Task objective
Without the pictures, output the records below exactly as they are.

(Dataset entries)

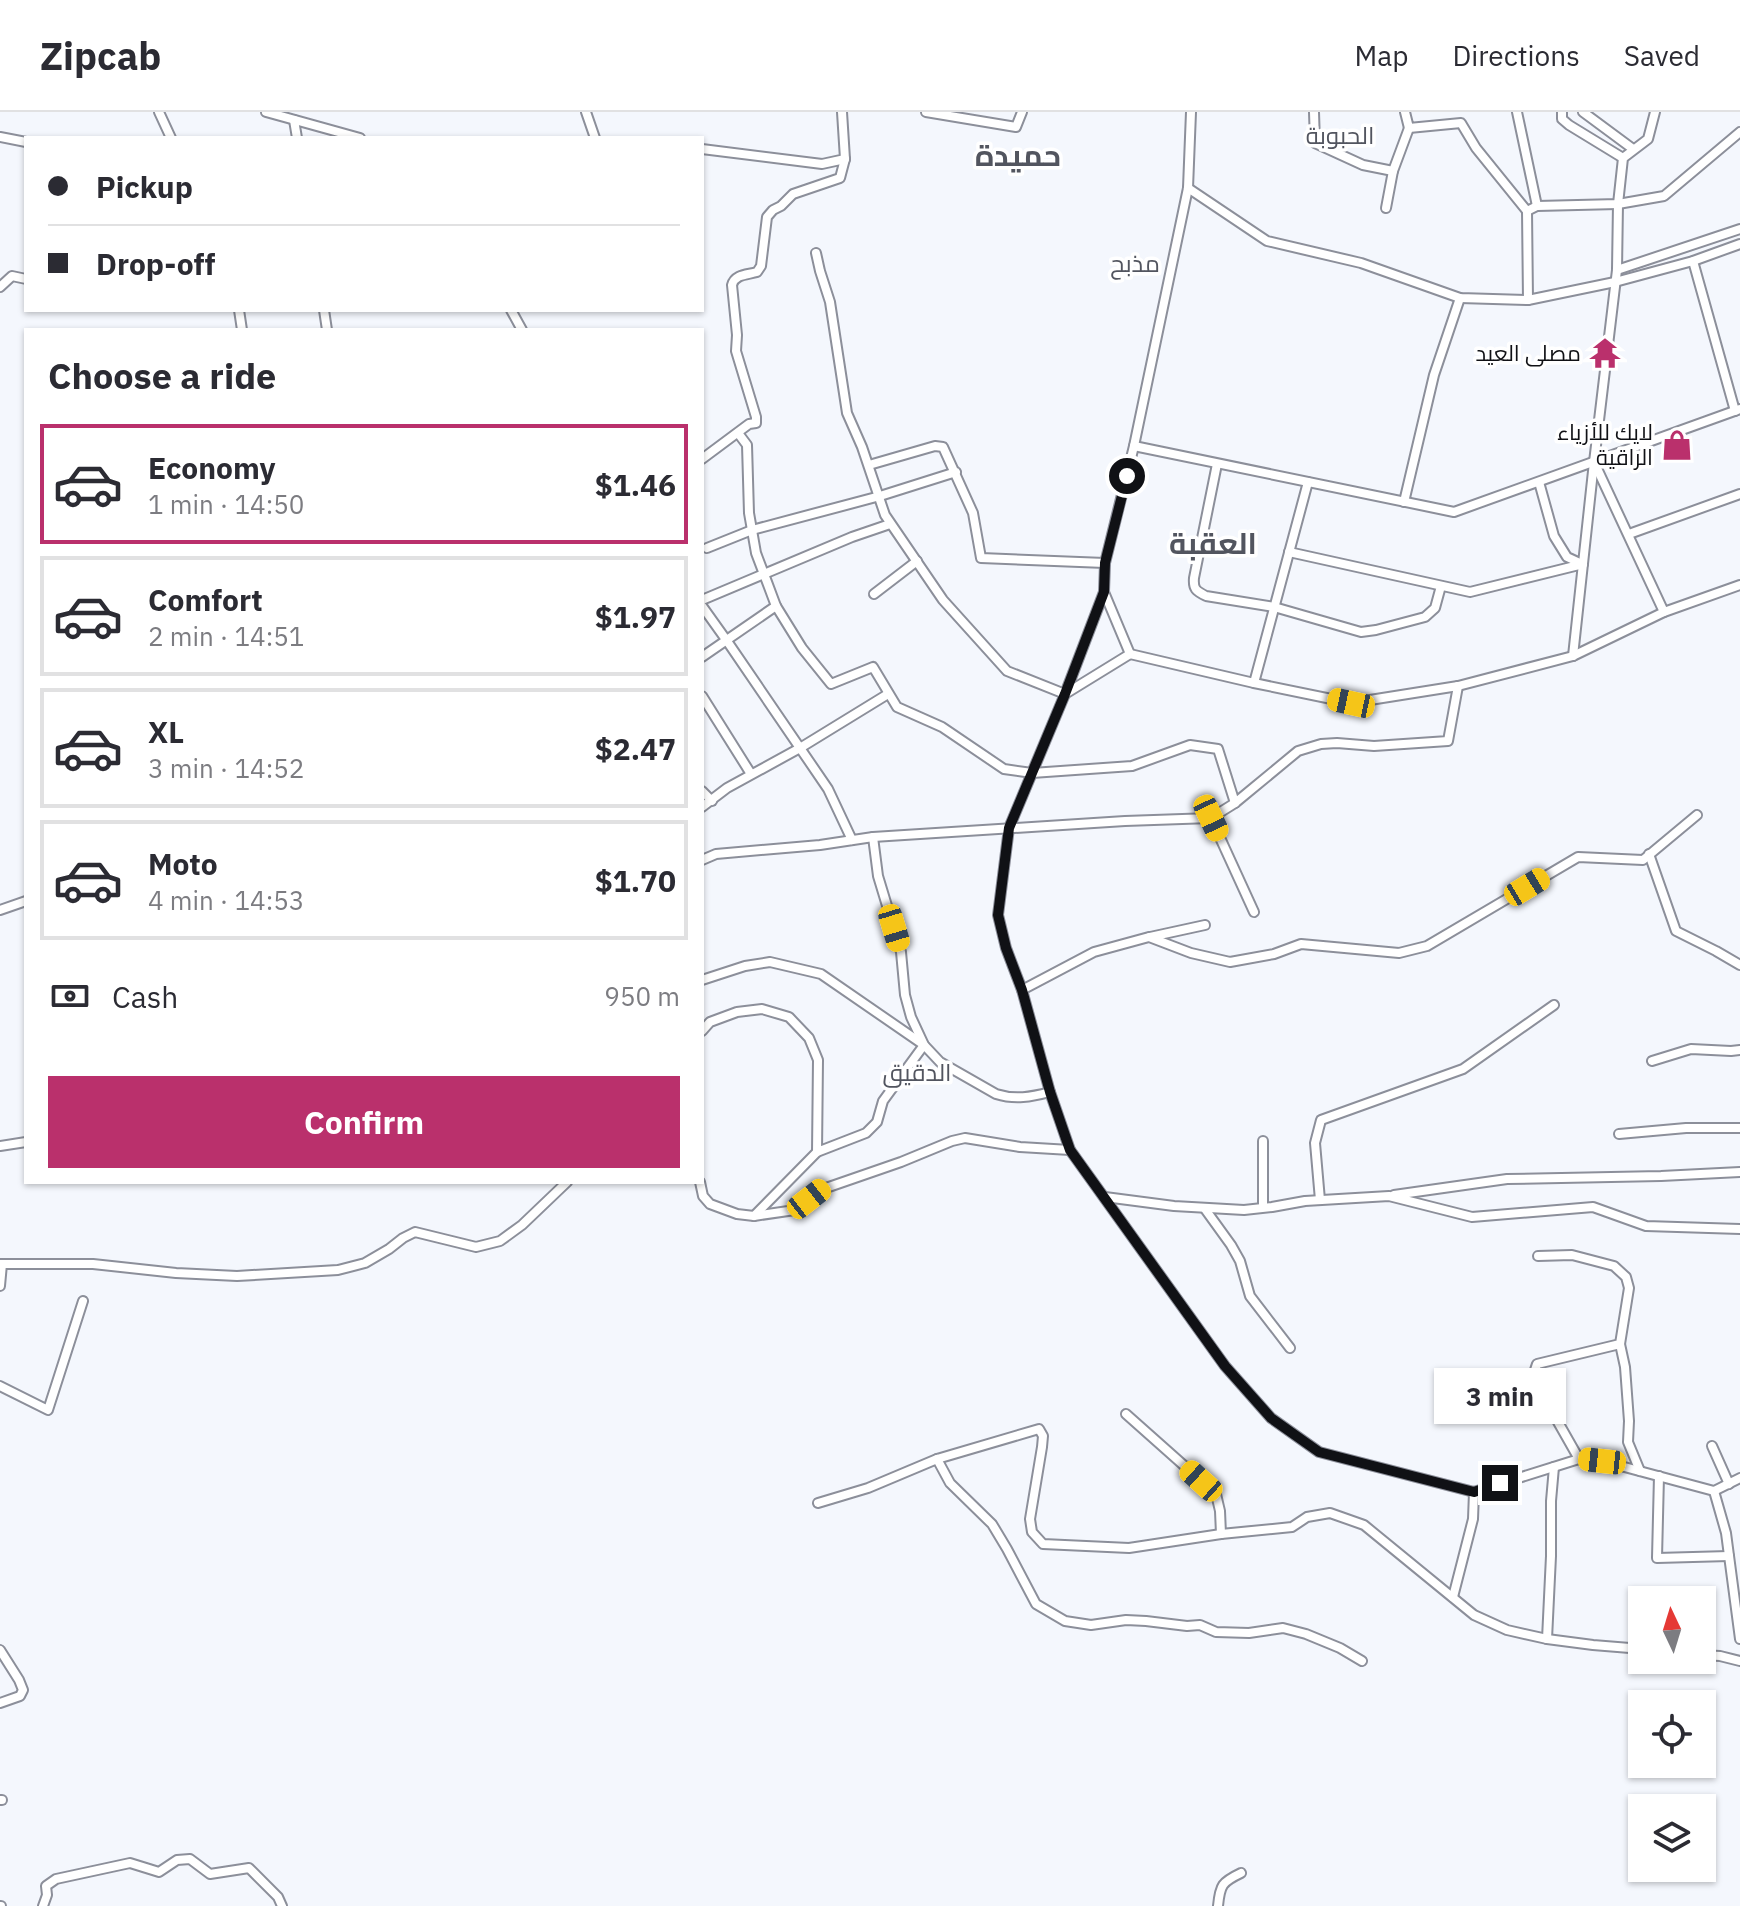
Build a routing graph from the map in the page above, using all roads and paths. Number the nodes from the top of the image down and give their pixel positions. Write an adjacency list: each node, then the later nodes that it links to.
1 (159, 112): 17 (street)
2 (266, 112): 14 (street)
3 (586, 112): 20 (street)
4 (842, 112): 26 (street)
5 (926, 112): 6 (street)
6 (1022, 112)
7 (1191, 112): 28 (street)
8 (1314, 112): 27 (street)
9 (1405, 112): 15 (street)
10 (1517, 112): 30 (street)
11 (1562, 112): 25 (street)
12 (1583, 112): 24 (street)
13 (1655, 112): 24 (street)
14 (294, 120): 18 (street); 19 (street)
15 (1409, 128): 27 (street); 32 (street)
16 (1740, 132): 29 (street)
17 (170, 136)
18 (297, 136)
19 (353, 136)
20 (594, 136)
21 (0, 137): 22 (street)
22 (24, 142)
23 (704, 149): 26 (street)
24 (1633, 149): 25 (street)
25 (1623, 158): 29 (street)
26 (845, 159): 44 (street)
27 (1393, 171): 31 (street)
28 (1188, 188): 41 (street); 45 (street)
29 (1618, 204): 30 (street); 37 (street)
30 (1537, 206): 32 (street)
31 (1386, 208)
32 (1527, 211): 42 (street)
33 (1740, 229): 37 (street)
34 (1740, 244): 36 (street)
35 (816, 253): 49 (street)
36 (1693, 261): 39 (street); 43 (street)
37 (1617, 270): 39 (street)
38 (24, 279): 40 (street)
39 (1615, 282): 42 (street); 47 (street)
40 (0, 287)
41 (1460, 298): 42 (street); 55 (street)
42 (1528, 300)
43 (1738, 410): 47 (street)
44 (738, 433): 46 (street); 57 (street)
45 (1134, 446): 48 (street); 62 (street)
46 (704, 458)
47 (1594, 462): 52 (street); 58 (street); 63 (street)
48 (1217, 464): 51 (street); 72 (street)
49 (869, 465): 50 (street); 54 (street)
50 (956, 472): 54 (street); 62 (street)
51 (1308, 482): 55 (street); 60 (street)
52 (1539, 482): 55 (street); 63 (street)
53 (1740, 494): 58 (street)
54 (880, 496): 56 (street); 57 (street)
55 (1404, 502)
56 (890, 524): 61 (street); 64 (street)
57 (752, 530): 59 (street); 64 (street)
58 (1629, 534): 73 (street)
59 (707, 548)
60 (1289, 552): 66 (street); 72 (street)
61 (917, 561): 68 (street); 81 (street)
62 (1105, 563): 67 (street)
63 (1583, 564): 66 (street); 77 (street)
64 (764, 575): 69 (street); 71 (street)
65 (1740, 585): 73 (street)
66 (1441, 586): 72 (street)
67 (1104, 592): 75 (street); 81 (street)
68 (874, 594)
69 (704, 602)
70 (704, 606): 74 (street)
71 (776, 606): 74 (street); 80 (street)
72 (1274, 607): 78 (street)
73 (1664, 612): 77 (street)
74 (727, 641): 76 (street); 83 (street)
75 (1130, 654): 78 (street); 81 (street)
76 (704, 656)
77 (1573, 656): 79 (street)
78 (1254, 683): 79 (street)
79 (1458, 686): 88 (street)
80 (888, 694): 83 (street); 84 (street)
81 (1065, 694): 84 (street)
82 (704, 699): 85 (street)
83 (800, 748): 85 (street); 94 (street)
84 (1032, 773): 88 (street); 92 (street)
85 (751, 774): 87 (street)
86 (704, 793): 87 (street)
87 (712, 801): 89 (street)
88 (1235, 803): 91 (street)
89 (704, 806)
90 (1697, 815): 95 (street)
91 (1211, 818): 92 (street); 99 (street)
92 (1009, 828): 93 (street); 104 (street)
93 (873, 837): 94 (street); 107 (street)
94 (852, 840): 96 (street)
95 (1649, 854): 101 (street); 102 (street)
96 (704, 859)
97 (24, 902): 98 (street)
98 (0, 910)
99 (1254, 912)
100 (1205, 925): 101 (street)
101 (1149, 937): 104 (street)
102 (1740, 965)
103 (704, 979): 107 (street)
104 (1022, 990): 110 (street)
105 (1554, 1005): 123 (street)
106 (704, 1029): 117 (street)
107 (924, 1045): 110 (street); 117 (street)
108 (1740, 1050): 109 (street)
109 (1652, 1061)
110 (1050, 1092): 116 (street)
111 (1740, 1128): 112 (street)
112 (1619, 1134)
113 (1263, 1141): 124 (street)
114 (24, 1142): 115 (street)
115 (0, 1146)
116 (1070, 1150): 122 (street); 126 (street)
117 (817, 1152): 126 (street)
118 (1740, 1172): 121 (street)
119 (565, 1184): 129 (street)
120 (700, 1184): 126 (street)
121 (1389, 1196): 123 (street); 127 (street)
122 (1105, 1197): 125 (street); 145 (street)
123 (1320, 1200): 124 (street)
124 (1263, 1207): 125 (street)
125 (1205, 1209): 133 (street)
126 (754, 1216)
127 (1740, 1229)
128 (1538, 1256): 132 (street)
129 (1, 1264): 130 (street)
130 (0, 1286)
131 (83, 1301): 134 (street)
132 (1620, 1344): 138 (street); 140 (street)
133 (1290, 1348)
134 (0, 1386)
135 (1126, 1414): 147 (street)
136 (1712, 1446): 143 (street)
137 (937, 1459): 146 (street); 147 (street); 155 (street)
138 (1579, 1459): 139 (street); 140 (street)
139 (1554, 1467): 145 (street); 150 (street)
140 (1640, 1471): 141 (street)
141 (1659, 1476): 144 (street); 148 (street)
142 (1740, 1478): 143 (street)
143 (1729, 1484): 144 (street)
144 (1714, 1491): 148 (street)
145 (1474, 1492): 149 (street)
146 (818, 1503)
147 (1221, 1534): 149 (street)
148 (1729, 1556): 151 (street)
149 (1453, 1597): 150 (street)
150 (1547, 1639): 152 (street)
151 (1740, 1639)
152 (1628, 1648)
153 (0, 1650): 157 (street)
154 (1716, 1656): 156 (street)
155 (1362, 1661)
156 (1740, 1661)
157 (0, 1703)
158 (1241, 1873): 161 (street)
159 (43, 1906): 160 (street)
160 (282, 1906)
161 (1218, 1906)

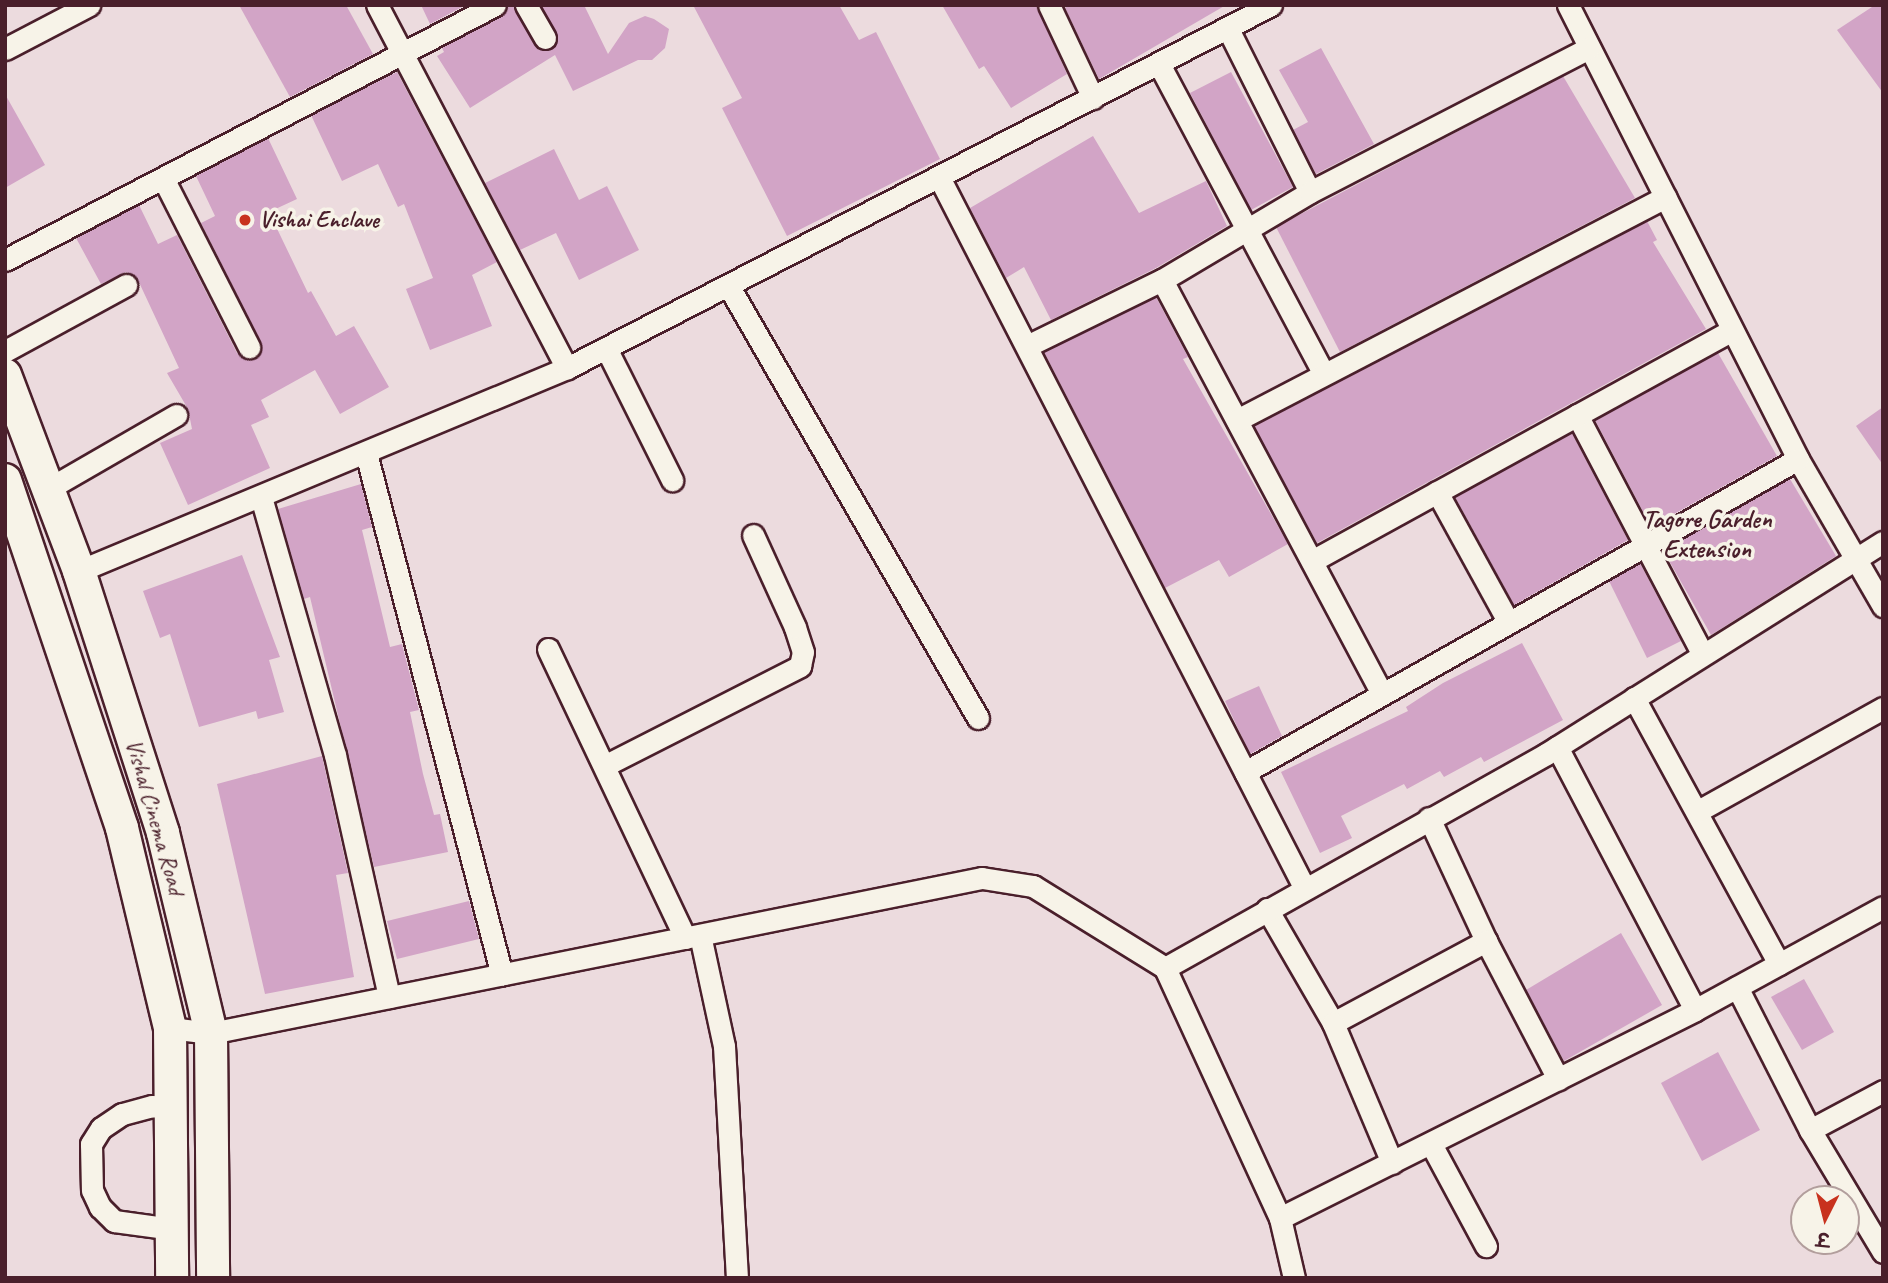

Task result
Build a routing graph from the map in the page above, using all roads and paths. Number the nodes from the top of the image down and give their pixel positions. Write an adjacency list: each node, then the later nodes that it links to.
1 (159, 112): 17 (street)
2 (266, 112): 14 (street)
3 (586, 112): 20 (street)
4 (842, 112): 26 (street)
5 (926, 112): 6 (street)
6 (1022, 112)
7 (1191, 112): 28 (street)
8 (1314, 112): 27 (street)
9 (1405, 112): 15 (street)
10 (1517, 112): 30 (street)
11 (1562, 112): 25 (street)
12 (1583, 112): 24 (street)
13 (1655, 112): 24 (street)
14 (294, 120): 18 (street); 19 (street)
15 (1409, 128): 27 (street); 32 (street)
16 (1740, 132): 29 (street)
17 (170, 136)
18 (297, 136)
19 (353, 136)
20 (594, 136)
21 (0, 137): 22 (street)
22 (24, 142)
23 (704, 149): 26 (street)
24 (1633, 149): 25 (street)
25 (1623, 158): 29 (street)
26 (845, 159): 44 (street)
27 (1393, 171): 31 (street)
28 (1188, 188): 41 (street); 45 (street)
29 (1618, 204): 30 (street); 37 (street)
30 (1537, 206): 32 (street)
31 (1386, 208)
32 (1527, 211): 42 (street)
33 (1740, 229): 37 (street)
34 (1740, 244): 36 (street)
35 (816, 253): 49 (street)
36 (1693, 261): 39 (street); 43 (street)
37 (1617, 270): 39 (street)
38 (24, 279): 40 (street)
39 (1615, 282): 42 (street); 47 (street)
40 (0, 287)
41 (1460, 298): 42 (street); 55 (street)
42 (1528, 300)
43 (1738, 410): 47 (street)
44 (738, 433): 46 (street); 57 (street)
45 (1134, 446): 48 (street); 62 (street)
46 (704, 458)
47 (1594, 462): 52 (street); 58 (street); 63 (street)
48 (1217, 464): 51 (street); 72 (street)
49 (869, 465): 50 (street); 54 (street)
50 (956, 472): 54 (street); 62 (street)
51 (1308, 482): 55 (street); 60 (street)
52 (1539, 482): 55 (street); 63 (street)
53 (1740, 494): 58 (street)
54 (880, 496): 56 (street); 57 (street)
55 (1404, 502)
56 (890, 524): 61 (street); 64 (street)
57 (752, 530): 59 (street); 64 (street)
58 (1629, 534): 73 (street)
59 (707, 548)
60 (1289, 552): 66 (street); 72 (street)
61 (917, 561): 68 (street); 81 (street)
62 (1105, 563): 67 (street)
63 (1583, 564): 66 (street); 77 (street)
64 (764, 575): 69 (street); 71 (street)
65 (1740, 585): 73 (street)
66 (1441, 586): 72 (street)
67 (1104, 592): 75 (street); 81 (street)
68 (874, 594)
69 (704, 602)
70 (704, 606): 74 (street)
71 (776, 606): 74 (street); 80 (street)
72 (1274, 607): 78 (street)
73 (1664, 612): 77 (street)
74 (727, 641): 76 (street); 83 (street)
75 (1130, 654): 78 (street); 81 (street)
76 (704, 656)
77 (1573, 656): 79 (street)
78 (1254, 683): 79 (street)
79 (1458, 686): 88 (street)
80 (888, 694): 83 (street); 84 (street)
81 (1065, 694): 84 (street)
82 (704, 699): 85 (street)
83 (800, 748): 85 (street); 94 (street)
84 (1032, 773): 88 (street); 92 (street)
85 (751, 774): 87 (street)
86 (704, 793): 87 (street)
87 (712, 801): 89 (street)
88 (1235, 803): 91 (street)
89 (704, 806)
90 (1697, 815): 95 (street)
91 (1211, 818): 92 (street); 99 (street)
92 (1009, 828): 93 (street); 104 (street)
93 (873, 837): 94 (street); 107 (street)
94 (852, 840): 96 (street)
95 (1649, 854): 101 (street); 102 (street)
96 (704, 859)
97 (24, 902): 98 (street)
98 (0, 910)
99 (1254, 912)
100 (1205, 925): 101 (street)
101 (1149, 937): 104 (street)
102 (1740, 965)
103 (704, 979): 107 (street)
104 (1022, 990): 110 (street)
105 (1554, 1005): 123 (street)
106 (704, 1029): 117 (street)
107 (924, 1045): 110 (street); 117 (street)
108 (1740, 1050): 109 (street)
109 (1652, 1061)
110 (1050, 1092): 116 (street)
111 (1740, 1128): 112 (street)
112 (1619, 1134)
113 (1263, 1141): 124 (street)
114 (24, 1142): 115 (street)
115 (0, 1146)
116 (1070, 1150): 122 (street); 126 (street)
117 (817, 1152): 126 (street)
118 (1740, 1172): 121 (street)
119 (565, 1184): 129 (street)
120 (700, 1184): 126 (street)
121 (1389, 1196): 123 (street); 127 (street)
122 (1105, 1197): 125 (street); 145 (street)
123 (1320, 1200): 124 (street)
124 (1263, 1207): 125 (street)
125 (1205, 1209): 133 (street)
126 (754, 1216)
127 (1740, 1229)
128 (1538, 1256): 132 (street)
129 (1, 1264): 130 (street)
130 (0, 1286)
131 (83, 1301): 134 (street)
132 (1620, 1344): 138 (street); 140 (street)
133 (1290, 1348)
134 (0, 1386)
135 (1126, 1414): 147 (street)
136 (1712, 1446): 143 (street)
137 (937, 1459): 146 (street); 147 (street); 155 (street)
138 (1579, 1459): 139 (street); 140 (street)
139 (1554, 1467): 145 (street); 150 (street)
140 (1640, 1471): 141 (street)
141 (1659, 1476): 144 (street); 148 (street)
142 (1740, 1478): 143 (street)
143 (1729, 1484): 144 (street)
144 (1714, 1491): 148 (street)
145 (1474, 1492): 149 (street)
146 (818, 1503)
147 (1221, 1534): 149 (street)
148 (1729, 1556): 151 (street)
149 (1453, 1597): 150 (street)
150 (1547, 1639): 152 (street)
151 (1740, 1639)
152 (1628, 1648)
153 (0, 1650): 157 (street)
154 (1716, 1656): 156 (street)
155 (1362, 1661)
156 (1740, 1661)
157 (0, 1703)
158 (1241, 1873): 161 (street)
159 (43, 1906): 160 (street)
160 (282, 1906)
161 (1218, 1906)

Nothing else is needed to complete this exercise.